老若男女誰もが楽しめる、全方位型SF作品(仮)
異世界からの侵略者である近界民(ネイバー)と、それと戦う若者たちのSF物語……というのが端的な物語の説明になるのだが、本作の最大の魅力は「ジャンルが定義できないこと」にあると思う。というのも、確かに大まかなジャンルで言えばSF作品ではあるのだが、その中にさらにバトルアクションがあり、時に苦悩を伴う人間ドラマがあり、かと思えば会議室で謀略知略が繰り広げられ、戦闘ひとつとってもフィジカルで戦うだけでなく武器や道具に工夫を凝らしカスタマイズを重ね…などなど、語りつくせないほど細分化された「魅力となり得る要素」がそこかしこに詰まっており、それらひとつを取り上げてみてもそれぞれに背景と世界観ががっちりと組まれ、ボリュームが尽きないのが特徴だからだ。

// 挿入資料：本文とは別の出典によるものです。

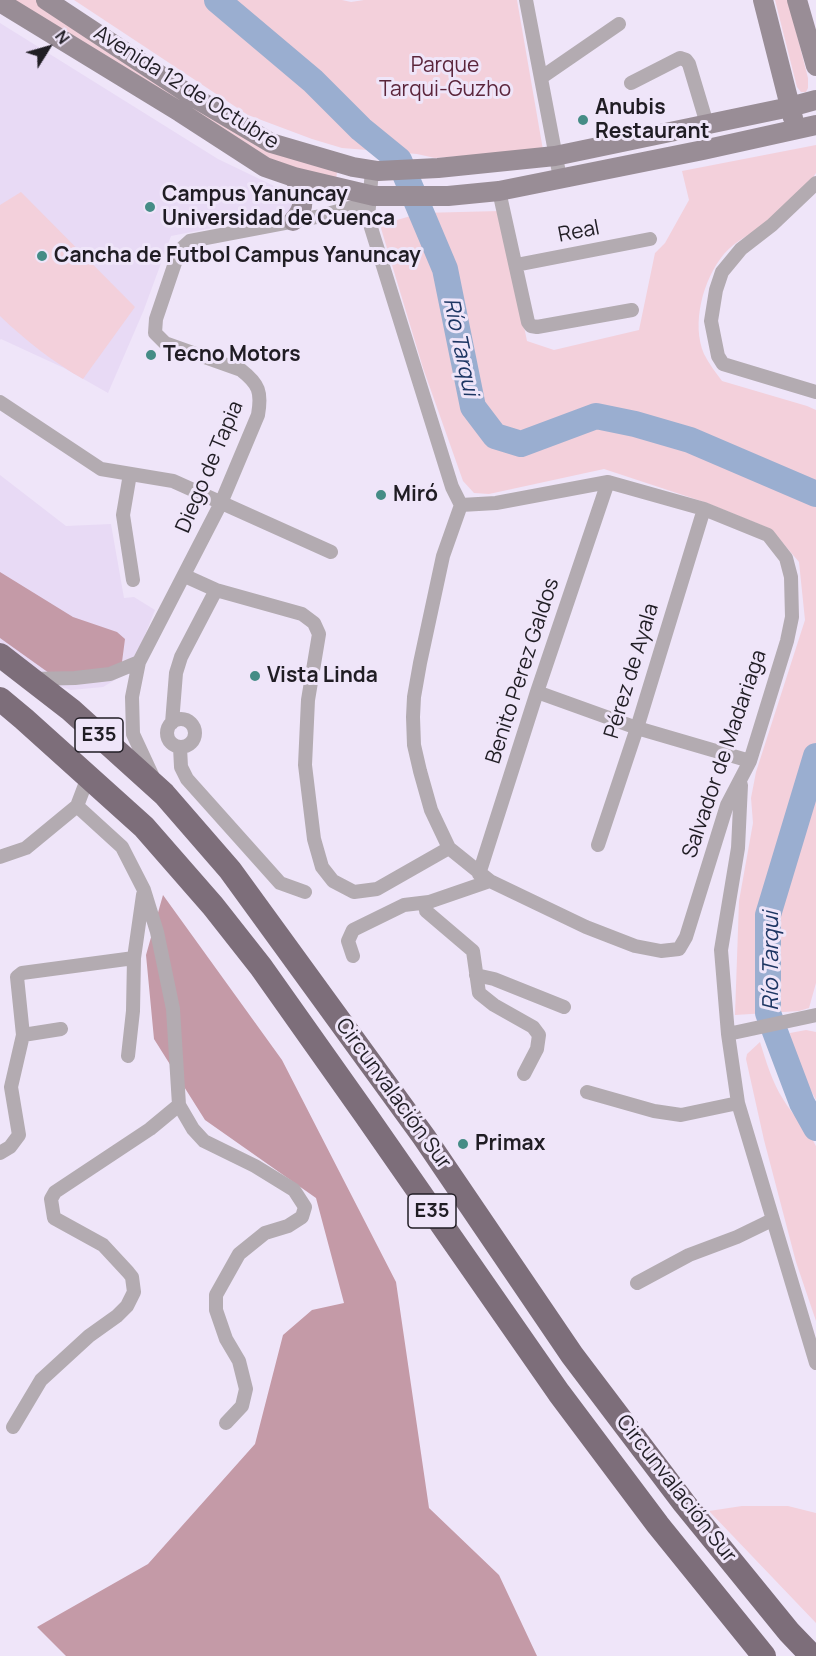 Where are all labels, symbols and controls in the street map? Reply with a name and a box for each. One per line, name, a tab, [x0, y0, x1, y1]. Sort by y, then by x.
north arrow	[18, 18, 78, 78]
street label: Avenida 12 de Octubre	[89, 21, 283, 155]
text: N	[50, 26, 75, 48]
park label: Parque Tarqui-Guzho	[379, 53, 511, 103]
place label: Anubis Restaurant	[595, 95, 710, 145]
marker: Anubis Restaurant	[576, 113, 590, 127]
place label: Campus Yanuncay Universidad de Cuenca	[162, 182, 395, 232]
marker: Campus Yanuncay Universidad de Cuenca	[143, 200, 157, 214]
street label: Real	[556, 216, 602, 248]
place label: Cancha de Futbol Campus Yanuncay	[54, 243, 421, 269]
marker: Cancha de Futbol Campus Yanuncay	[35, 249, 49, 263]
water label: Río Tarqui	[437, 296, 483, 398]
place label: Tecno Motors	[163, 342, 301, 368]
marker: Tecno Motors	[144, 348, 158, 362]
street label: Diego de Tapia	[171, 397, 249, 537]
place label: Miró	[393, 482, 438, 508]
marker: Miró	[374, 488, 388, 502]
street label: Benito Perez Galdos	[481, 575, 565, 767]
street label: Pérez de Ayala	[599, 600, 665, 742]
street label: Salvador de Madariaga	[678, 647, 772, 861]
place label: Vista Linda	[267, 663, 378, 689]
marker: Vista Linda	[248, 669, 262, 683]
road number: E35	[75, 718, 123, 752]
water label: Río Tarqui	[759, 911, 785, 1011]
street label: Circunvalación Sur	[330, 1014, 456, 1174]
place label: Primax	[475, 1131, 545, 1157]
marker: Primax	[456, 1137, 470, 1151]
road number: E35	[408, 1194, 456, 1228]
street label: Circunvalación Sur	[611, 1410, 741, 1568]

それゆえに、読者や視聴者はSFとして本作を楽しむことも、人間の成長物語として本作を楽しむこともでき、楽しみ方はまさに無限大の可能性がある。これはもう、老若男女、全方位のファンを魅了する作品として確立された作品であるとも言えるだろう。
また、敵味方含め、多数のキャラクターが目まぐるしく登場するのも本作の特徴のひとつだが、それぞれのキャラに個性や意志、キャラクターごとの信念や思考がしっかりと描かれており、いわゆる「捨てキャラ」がいないのも大きな魅力のひとつとなっている。主人公の遊真や修を始め、彼らを取り巻く同年代のライバルや仲間たちに、それを見守ったり時には障壁になったりする大人たち(この大人たちがまたなんとも憎めなくて良いのだ)、果てには敵陣営の一人をとっても誰もキャラ被りをしていないどころか、それぞれが「この世界に感情を持って生きている」感をありありと感じられるため、作品を読み進めながら自分にぴったりの「推し」を見つけるのもお楽しみ要素であると言えよう。